Flexible Working – Why You Should At Least Consider It

Aside from the legal requirements to consider and respond to requests for flexible working in the UK, why would you want to think about the idea at all? The subject is often discussed as something that could benefit working mothers and rarely seems to extend beyond that. With a shift towards more men sharing work and parenthood, it can be seen as benefiting parents of both genders. Cue much eye-rolling and feelings of unfairness from other employees, who see parents leaving early to pick up little Bobby from the childminder, while they work late – again – to finish a piece of work.

slide-2-landscapeDoes flexible working have to be a divisive topic? Of course not. Flexible working can benefit all employees, regardless of why they want to flex their hours, and in turn can benefit businesses as employee engagement and wellness increase.

Let’s get one thing clear – flexible working does not have to mean fewer working hours. It can also mean the same hours but at different times. If you want to request part-time work or job-sharing, don’t confuse these as being the only options for flexible working. So, regardless of your interests or commitments outside of work, perhaps you could spare a minute to consider what flexible working might mean for you.

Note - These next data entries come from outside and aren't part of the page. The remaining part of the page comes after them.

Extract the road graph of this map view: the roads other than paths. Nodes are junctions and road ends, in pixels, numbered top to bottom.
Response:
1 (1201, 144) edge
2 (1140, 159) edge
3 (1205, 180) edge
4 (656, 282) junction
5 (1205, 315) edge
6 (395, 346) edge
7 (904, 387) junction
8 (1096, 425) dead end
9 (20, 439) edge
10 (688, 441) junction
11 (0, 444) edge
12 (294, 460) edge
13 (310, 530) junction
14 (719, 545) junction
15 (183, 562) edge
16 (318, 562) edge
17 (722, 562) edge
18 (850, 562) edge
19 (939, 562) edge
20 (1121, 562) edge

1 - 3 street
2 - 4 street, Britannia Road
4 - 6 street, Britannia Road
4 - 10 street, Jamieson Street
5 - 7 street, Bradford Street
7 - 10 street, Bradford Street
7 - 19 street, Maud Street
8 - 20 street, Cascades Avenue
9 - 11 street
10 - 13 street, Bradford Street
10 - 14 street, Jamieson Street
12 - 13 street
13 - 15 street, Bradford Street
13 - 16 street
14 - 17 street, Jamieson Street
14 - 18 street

For one person I worked with, it meant being able to start and finish earlier, to be able to meet commitments as a Scout Leader. For another, it was about being able to adjust starting time or condense his hours on some days to finish early on others, to enable him to help on his farm at certain times of the year. A third was able to start and finish later, to avoid rush-hour crowds when returning to work after a hip-replacement operation, rather than spending more time at home recuperating. Someone else, a keen surfer, was able to get some time on the waves after work, having arranged an earlier start time. Another arranged to work their full week in four long days, so they could commit one day a week to a local hospice for terminally-ill children. Engagement of all these people with their employers was high – they felt like they mattered as people and that they were seen as something more than just a resource. Not to mention that by doing something they enjoyed, they had that extra bit of happiness in their lives that stayed with them at work, regardless of the deadlines and pressures.

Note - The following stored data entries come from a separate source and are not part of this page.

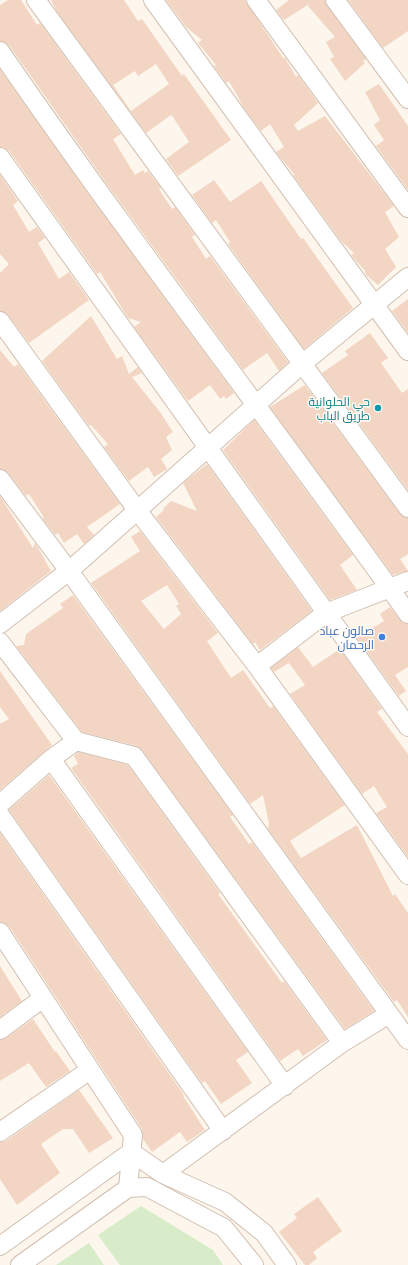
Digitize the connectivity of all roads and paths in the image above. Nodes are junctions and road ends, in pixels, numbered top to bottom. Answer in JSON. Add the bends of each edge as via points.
{"nodes":[{"id":1,"x":36,"y":0,"type":"edge"},
{"id":2,"x":153,"y":0,"type":"edge"},
{"id":3,"x":256,"y":0,"type":"edge"},
{"id":4,"x":334,"y":0,"type":"edge"},
{"id":5,"x":0,"y":51,"type":"edge"},
{"id":6,"x":408,"y":99,"type":"edge"},
{"id":7,"x":0,"y":157,"type":"edge"},
{"id":8,"x":408,"y":208,"type":"edge"},
{"id":9,"x":408,"y":277,"type":"edge"},
{"id":10,"x":375,"y":305,"type":"junction"},
{"id":11,"x":0,"y":321,"type":"edge"},
{"id":12,"x":408,"y":351,"type":"edge"},
{"id":13,"x":302,"y":364,"type":"junction"},
{"id":14,"x":257,"y":405,"type":"junction"},
{"id":15,"x":208,"y":448,"type":"junction"},
{"id":16,"x":0,"y":479,"type":"edge"},
{"id":17,"x":408,"y":508,"type":"edge"},
{"id":18,"x":137,"y":510,"type":"junction"},
{"id":19,"x":69,"y":571,"type":"junction"},
{"id":20,"x":408,"y":581,"type":"edge"},
{"id":21,"x":390,"y":588,"type":"junction"},
{"id":22,"x":326,"y":613,"type":"junction"},
{"id":23,"x":408,"y":614,"type":"edge"},
{"id":24,"x":0,"y":624,"type":"edge"},
{"id":25,"x":0,"y":642,"type":"edge"},
{"id":26,"x":257,"y":666,"type":"junction"},
{"id":27,"x":408,"y":727,"type":"edge"},
{"id":28,"x":76,"y":741,"type":"junction"},
{"id":29,"x":51,"y":759,"type":"junction"},
{"id":30,"x":0,"y":804,"type":"edge"},
{"id":31,"x":0,"y":815,"type":"edge"},
{"id":32,"x":408,"y":875,"type":"edge"},
{"id":33,"x":2,"y":937,"type":"edge"},
{"id":34,"x":43,"y":998,"type":"junction"},
{"id":35,"x":389,"y":1014,"type":"junction"},
{"id":36,"x":0,"y":1030,"type":"edge"},
{"id":37,"x":408,"y":1040,"type":"edge"},
{"id":38,"x":342,"y":1043,"type":"junction"},
{"id":39,"x":90,"y":1070,"type":"junction"},
{"id":40,"x":285,"y":1086,"type":"junction"},
{"id":41,"x":223,"y":1131,"type":"junction"},
{"id":42,"x":0,"y":1132,"type":"edge"},
{"id":43,"x":131,"y":1152,"type":"junction"},
{"id":44,"x":163,"y":1174,"type":"junction"},
{"id":45,"x":128,"y":1188,"type":"junction"},
{"id":46,"x":0,"y":1246,"type":"edge"},
{"id":47,"x":20,"y":1265,"type":"edge"},
{"id":48,"x":254,"y":1265,"type":"edge"},
{"id":49,"x":287,"y":1265,"type":"edge"}],
"edges":[{"from":1,"to":13,"type":"street"},
{"from":2,"to":10,"type":"street"},
{"from":3,"to":8,"type":"street"},
{"from":4,"to":6,"type":"street"},
{"from":5,"to":14,"type":"street","via":[[57,134]]},
{"from":7,"to":15,"type":"street"},
{"from":9,"to":10,"type":"street"},
{"from":10,"to":12,"type":"street"},
{"from":10,"to":13,"type":"street"},
{"from":11,"to":18,"type":"street"},
{"from":13,"to":14,"type":"street"},
{"from":13,"to":17,"type":"street"},
{"from":14,"to":15,"type":"street"},
{"from":14,"to":21,"type":"street"},
{"from":15,"to":18,"type":"street"},
{"from":15,"to":22,"type":"street"},
{"from":16,"to":19,"type":"street"},
{"from":18,"to":19,"type":"street"},
{"from":18,"to":26,"type":"street"},
{"from":19,"to":24,"type":"street"},
{"from":19,"to":35,"type":"street"},
{"from":20,"to":21,"type":"street"},
{"from":21,"to":22,"type":"street"},
{"from":21,"to":23,"type":"street"},
{"from":22,"to":26,"type":"street"},
{"from":22,"to":27,"type":"street"},
{"from":25,"to":28,"type":"street"},
{"from":26,"to":32,"type":"street"},
{"from":28,"to":29,"type":"street"},
{"from":28,"to":38,"type":"street","via":[[134,756]]},
{"from":29,"to":30,"type":"street"},
{"from":29,"to":40,"type":"street"},
{"from":31,"to":41,"type":"street"},
{"from":33,"to":34,"type":"street"},
{"from":34,"to":36,"type":"street"},
{"from":34,"to":39,"type":"street"},
{"from":35,"to":37,"type":"street"},
{"from":35,"to":38,"type":"street"},
{"from":38,"to":40,"type":"street"},
{"from":39,"to":42,"type":"street"},
{"from":39,"to":43,"type":"street","via":[[133,1135]]},
{"from":40,"to":41,"type":"street"},
{"from":41,"to":44,"type":"street"},
{"from":43,"to":44,"type":"street"},
{"from":43,"to":45,"type":"street"},
{"from":43,"to":46,"type":"street"},
{"from":44,"to":49,"type":"street","via":[[225,1202],[264,1233]]},
{"from":45,"to":47,"type":"street"},
{"from":45,"to":48,"type":"street","via":[[147,1187],[224,1228]]}]}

Take another view. Who absolutely loves spending additional time on their daily journey to and from work because it has to be at that awful time of day, the rush hour? I can’t think of anyone I’ve ever known enthuse about it, can you? So imagine if companies took a different view and instead of the 9-5, worked within 6-8. (That’s 6am to 8pm, by the way!) Or 7-7, or any other variation that means people are allowed to be at work between those hours, instead of being held to a tradition that comes from past practise. Think about the impact that could have on the road and train networks. For some, it may mean a vast saving between peak and off-peak train ticket prices as well.

Then there’s the question of working from home or other locations. People who travel as part of their job are used to working on the go, from airport lounges, on trains, in hotels and conference rooms. Some companies still insist that those people must be in an office, working the standard hours, when they are back in their home country. More forward-thinking companies don’t, instead realising that those employees already give up a lot of personal time by not being able to go home every night or every weekend, and so allow them the flexibility to work from home. This can make the difference between ever being able to read bedtime stories to young children or going for a good work-out in the gym at a time that suits them, and so much more.

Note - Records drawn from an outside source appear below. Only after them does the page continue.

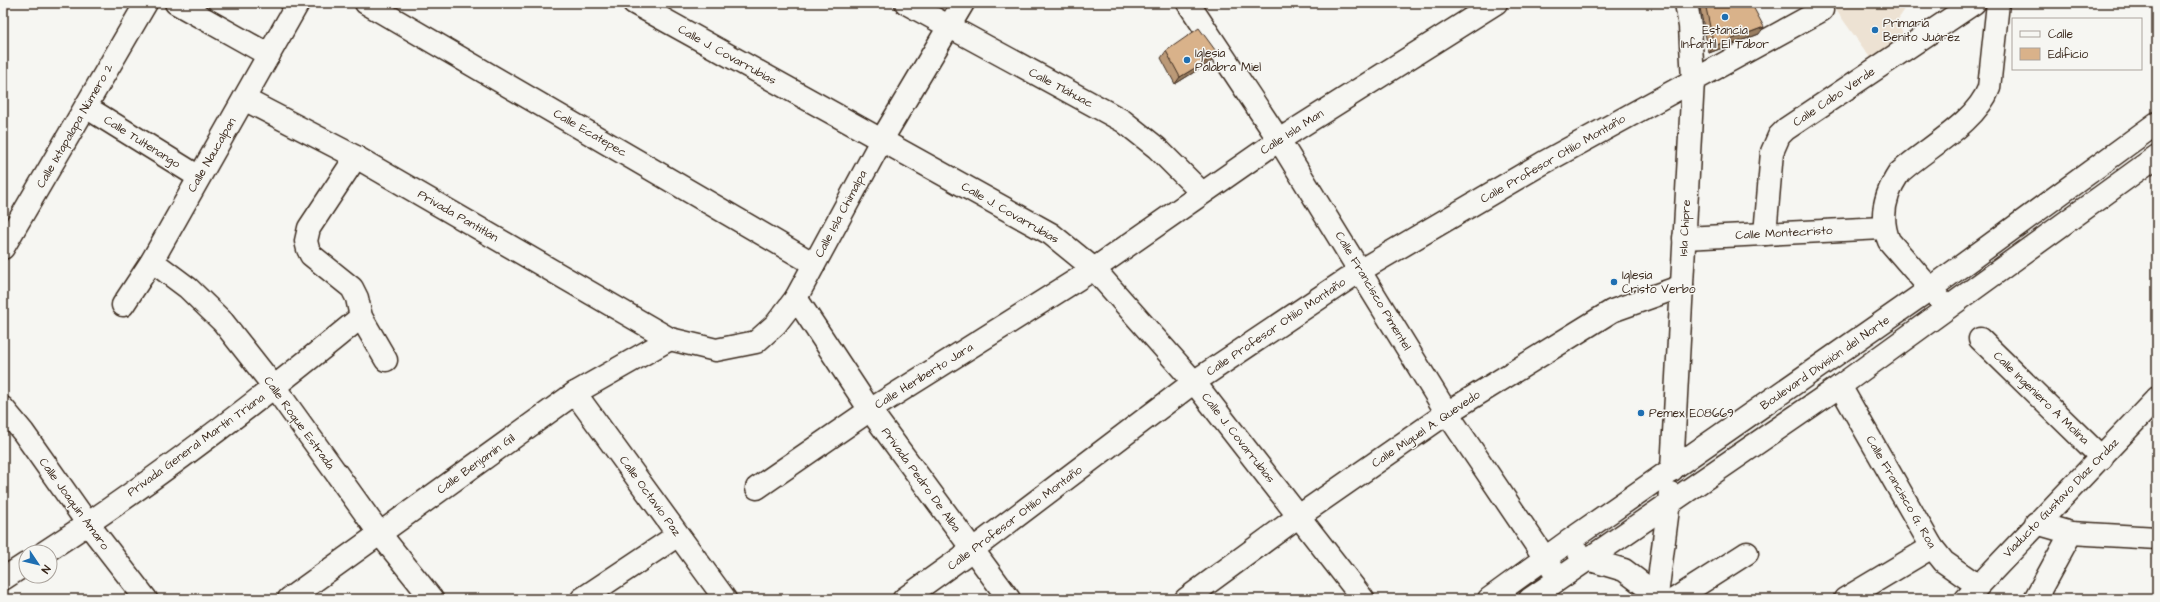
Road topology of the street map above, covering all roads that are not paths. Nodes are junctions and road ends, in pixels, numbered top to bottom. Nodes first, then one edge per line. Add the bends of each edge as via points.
1 (146, 3) edge
2 (176, 3) edge
3 (298, 3) edge
4 (366, 3) edge
5 (634, 3) edge
6 (906, 3) edge
7 (963, 3) edge
8 (1189, 3) edge
9 (1496, 3) edge
10 (1686, 3) edge
11 (1974, 3) edge
12 (1998, 3) edge
13 (1822, 10) dead end
14 (949, 27) junction
15 (269, 55) junction
16 (1693, 80) junction
17 (244, 99) junction
18 (86, 107) junction
19 (2157, 123) edge
20 (1280, 140) junction
21 (881, 141) junction
22 (2157, 156) edge
23 (356, 157) junction
24 (199, 177) junction
25 (1202, 193) junction
26 (1883, 228) junction
27 (1765, 234) junction
28 (1684, 238) junction
29 (3, 248) edge
30 (152, 261) junction
31 (814, 264) junction
32 (1094, 269) junction
33 (1361, 270) junction
34 (1682, 286) junction
35 (1930, 289) junction
36 (796, 298) junction
37 (123, 305) dead end
38 (1947, 308) junction
39 (361, 317) junction
40 (670, 339) junction
41 (1980, 339) dead end
42 (386, 360) dead end
43 (1194, 382) junction
44 (1840, 386) junction
45 (275, 388) junction
46 (575, 393) junction
47 (2157, 398) edge
48 (3, 408) edge
49 (870, 410) junction
50 (1447, 414) junction
51 (2102, 458) junction
52 (1672, 470) junction
53 (757, 488) dead end
54 (1669, 502) junction
55 (1299, 516) junction
56 (2036, 523) junction
57 (88, 524) junction
58 (2071, 533) junction
59 (380, 534) junction
60 (678, 535) junction
61 (2157, 538) edge
62 (1566, 543) junction
63 (57, 544) edge
64 (1932, 547) junction
65 (972, 550) junction
66 (1747, 553) dead end
67 (1545, 558) junction
68 (1587, 559) junction
69 (18, 569) edge
70 (3, 579) edge
71 (1559, 579) junction
72 (1972, 592) edge
73 (1664, 598) edge
74 (146, 599) edge
75 (288, 599) edge
76 (432, 599) edge
77 (582, 599) edge
78 (725, 599) edge
79 (904, 599) edge
80 (1009, 599) edge
81 (1186, 599) edge
82 (1363, 599) edge
83 (1489, 599) edge
84 (1530, 599) edge
85 (1845, 599) edge
86 (2035, 599) edge

1 - 18 street, Calle Ixtapalapa Número 2
2 - 15 street
3 - 15 street, Calle Naucalpan
4 - 31 street, Calle Ecatepec
5 - 21 street, Calle J. Covarrubias
6 - 14 street, Calle Tláhuac
7 - 14 street, Calle Isla Chimalpa
8 - 20 street, Calle Francisco Pimentel
9 - 20 street, Calle Isla Man
10 - 16 street, Isla Chipre
11 - 27 street, Calle Cabo Verde via 1779,136 1772,152
12 - 26 street via 1989,88 1985,99 1973,114 1899,173 1886,197
13 - 16 street, Calle Profesor Otilio Montaño
14 - 21 street, Calle Isla Chimalpa
14 - 25 street, Calle Tláhuac via 1123,121 1157,148
15 - 17 street, Calle Naucalpan
16 - 28 street, Isla Chipre
16 - 33 street, Calle Profesor Otilio Montaño via 1543,163
17 - 23 street, Privada Pantitlán
17 - 24 street, Calle Naucalpan
18 - 24 street, Calle Tultenango
18 - 29 street, Calle Ixtapalapa Número 2
19 - 35 street, Boulevard División del Norte
20 - 25 street, Calle Isla Man
20 - 33 street, Calle Francisco Pimentel
21 - 31 street, Calle Isla Chimalpa
21 - 32 street, Calle J. Covarrubias via 1051,234
22 - 38 street
23 - 39 street via 309,228 306,241 311,255 352,288
23 - 40 street, Privada Pantitlán
24 - 30 street, Calle Naucalpan
25 - 32 street, Calle Isla Man
26 - 27 street, Calle Montecristo
26 - 35 street via 1897,253
27 - 28 street, Calle Montecristo
28 - 34 street, Isla Chipre
30 - 37 street, Calle Naucalpan
30 - 45 street, Calle Roque Estrada via 204,302
31 - 36 street, Calle Isla Chimalpa
32 - 43 street, Calle J. Covarrubias
32 - 49 street, Calle Heriberto Jara
33 - 43 street, Calle Profesor Otilio Montaño
33 - 50 street, Calle Francisco Pimentel
34 - 50 street, Calle Miguel A. Quevedo via 1612,311
34 - 52 street, Isla Chipre
35 - 38 street
35 - 52 street, Boulevard División del Norte
36 - 40 street, Calle Isla Chimalpa via 776,324 756,342 716,350
36 - 49 street, Privada Pedro De Alba
38 - 44 street
39 - 42 street
39 - 45 street, Privada General Martín Triana
40 - 46 street, Calle Benjamín Gil
41 - 51 street, Calle Ingeniero A Molina
43 - 55 street, Calle J. Covarrubias
43 - 65 street, Calle Profesor Otilio Montaño
44 - 54 street
44 - 64 street, Calle Francisco G. Roa
45 - 57 street, Privada General Martín Triana
45 - 59 street, Calle Roque Estrada
46 - 59 street, Calle Benjamín Gil
46 - 60 street, Calle Octavio Paz
47 - 51 street, Viaducto Gustavo Díaz Ordaz
48 - 57 street, Calle Joaquín Amaro
49 - 53 street, Calle Heriberto Jara
49 - 65 street, Privada Pedro De Alba
50 - 55 street, Calle Miguel A. Quevedo
50 - 67 street, Calle Francisco Pimentel
51 - 56 street, Viaducto Gustavo Díaz Ordaz
52 - 54 street, Isla Chipre
52 - 62 street, Boulevard División del Norte
54 - 68 street
54 - 73 street
55 - 81 street, Calle Miguel A. Quevedo
55 - 82 street, Calle J. Covarrubias
56 - 58 street
56 - 72 street, Viaducto Gustavo Díaz Ordaz
57 - 63 street, Privada General Martín Triana
57 - 74 street, Calle Joaquín Amaro
58 - 61 street
58 - 86 street
59 - 75 street, Calle Benjamín Gil
59 - 76 street, Calle Roque Estrada
60 - 77 street
60 - 78 street, Calle Octavio Paz
62 - 67 street, Boulevard División del Norte
62 - 68 street
64 - 72 street, Calle Francisco G. Roa
64 - 85 street
65 - 79 street, Calle Profesor Otilio Montaño
65 - 80 street, Privada Pedro De Alba
66 - 73 street
67 - 71 street, Calle Francisco Pimentel
67 - 83 street, Boulevard División del Norte
68 - 71 street
68 - 73 street via 1624,570
69 - 70 street
71 - 84 street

Obviously not all roles suit flexible working options, neither should anyone assume that everybody would want to work flexibly if they were given the option, so I’m not suggesting you make a sweeping gesture of introducing the idea to everyone in your company. However, ways of working continue to change and employee expectations are certainly set to keep challenging us, so if you want to remain competitive and attractive as an employer, this may be one area you want to reconsider and trial from time to time, until you find the solution that works for you.